The group considered "study, propaganda and socialist action" to be its main objectives. The ESRI studied the works of Karl Marx, some of which were rather obscure at the time, and their meetings were frequented by the syndicalist Georges Sorel. The group championed proletarian internationalism and opened itself to workers and students from any country; half of its members would consist of foreign-born exiles from Romania, Russia and Poland. The group grew in strength following a series of riots in the Latin Quarter, which had been provoked following the arrest of a student at the École des Beaux-Arts in July 1893. Confrontations between students and the police brought the student movement into close contact with the organised labour movement, which united against the French state.

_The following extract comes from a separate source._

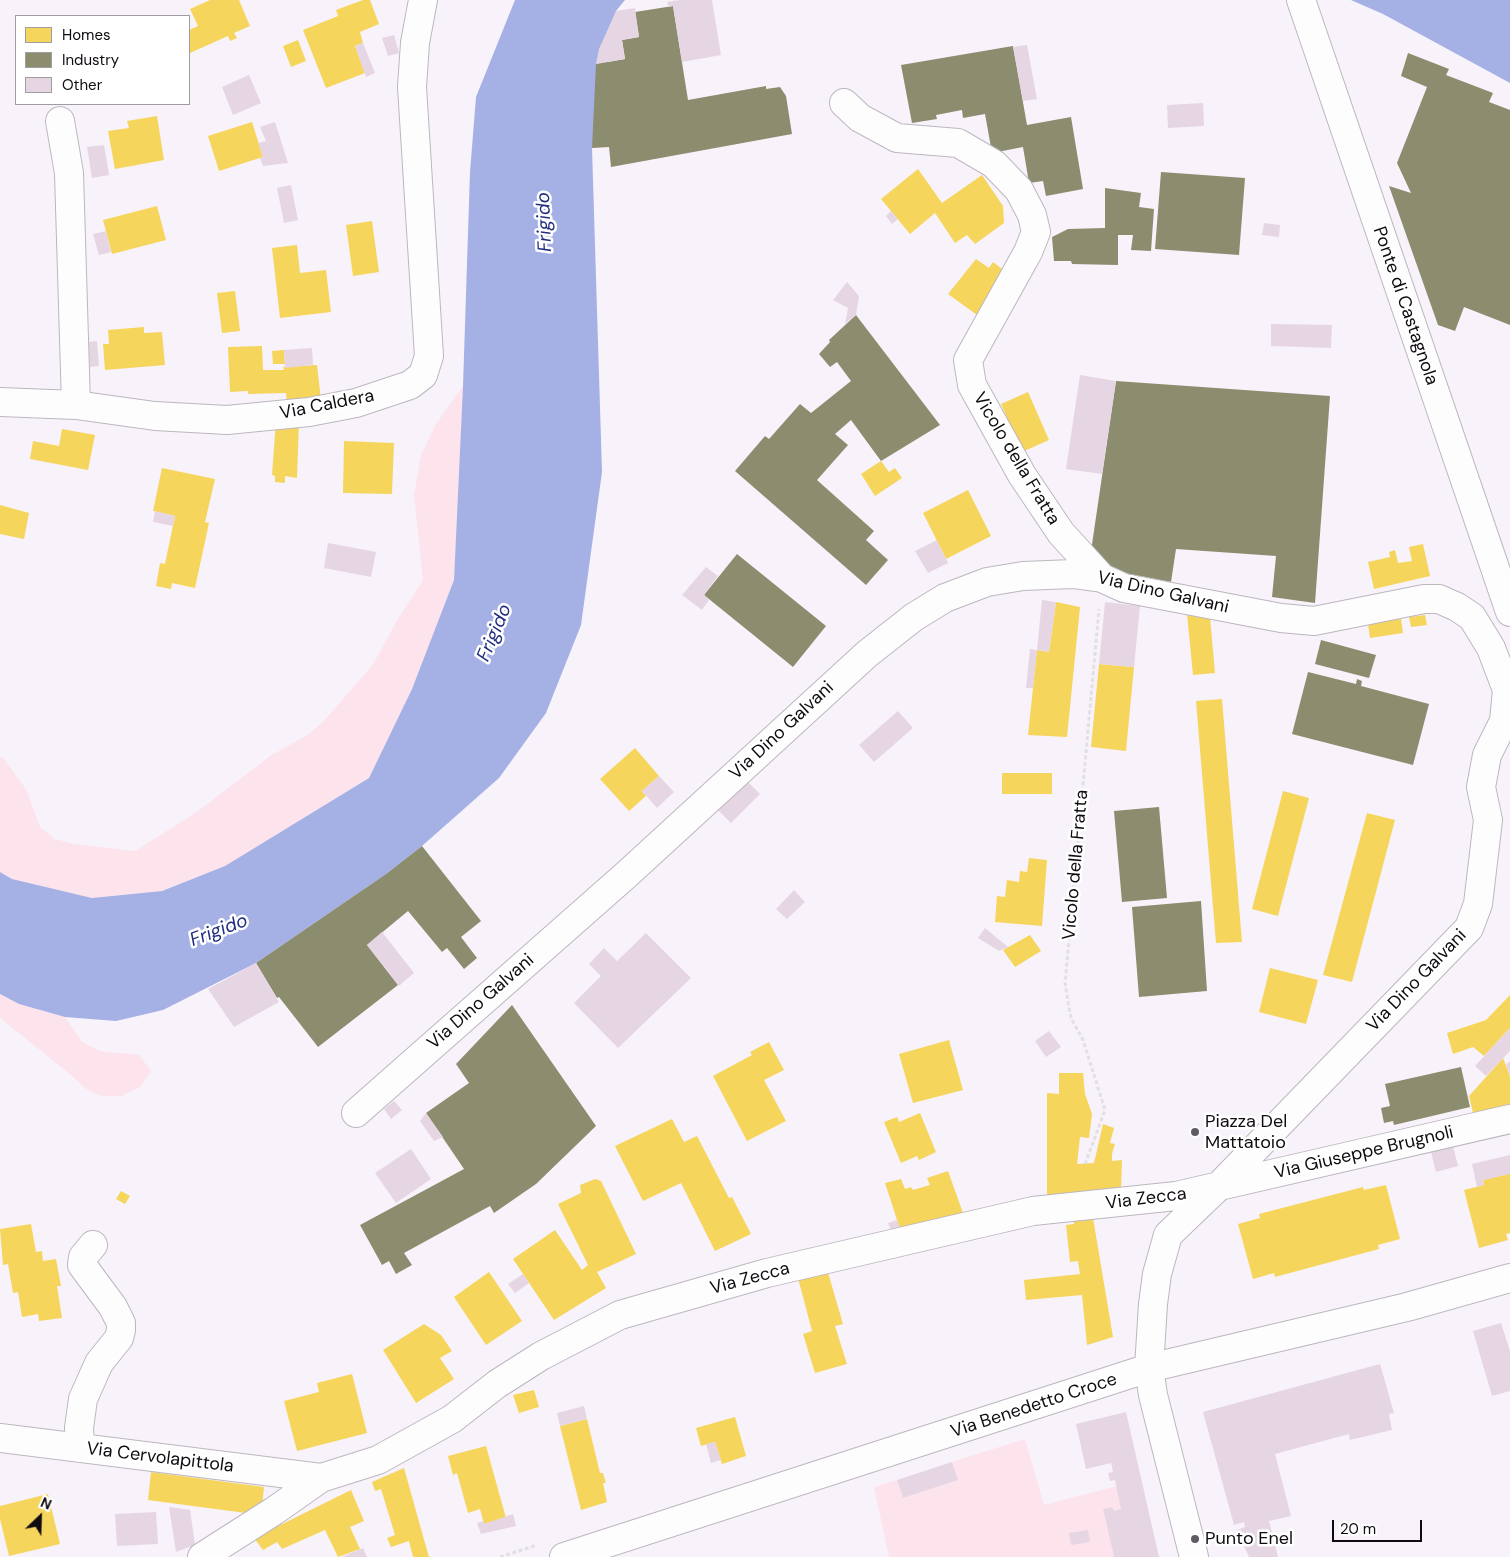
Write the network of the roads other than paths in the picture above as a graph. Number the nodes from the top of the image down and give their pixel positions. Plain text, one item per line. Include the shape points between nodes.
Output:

Although initially a multi-tendency organisation, by 1897, Marie Goldsmith and Léon Rémy had influenced the ESRI to take a more staunchly anarchist position. Goldsmith also directed the publication of a series of pamphlets by the organisation, which wrote on subjects such as anarchist feminism and anti-Zionism, all signed collectively under the organisation's initials. The group's headquarters were at 89 Rue Mouffetard, close by the offices of Jean Grave's newspaper Le Révolté. Several members of the ESRI, including Goldsmith, Rémy, Marc Pierrot and Georges Willaume, contributed to Grave's publications. In the group's 1897 pamphlet Misère et mortalité, published by Jean Allemane, a physician drew attention to how poor working conditions and overwork threatened workers' health by weakening their bodies and immune systems.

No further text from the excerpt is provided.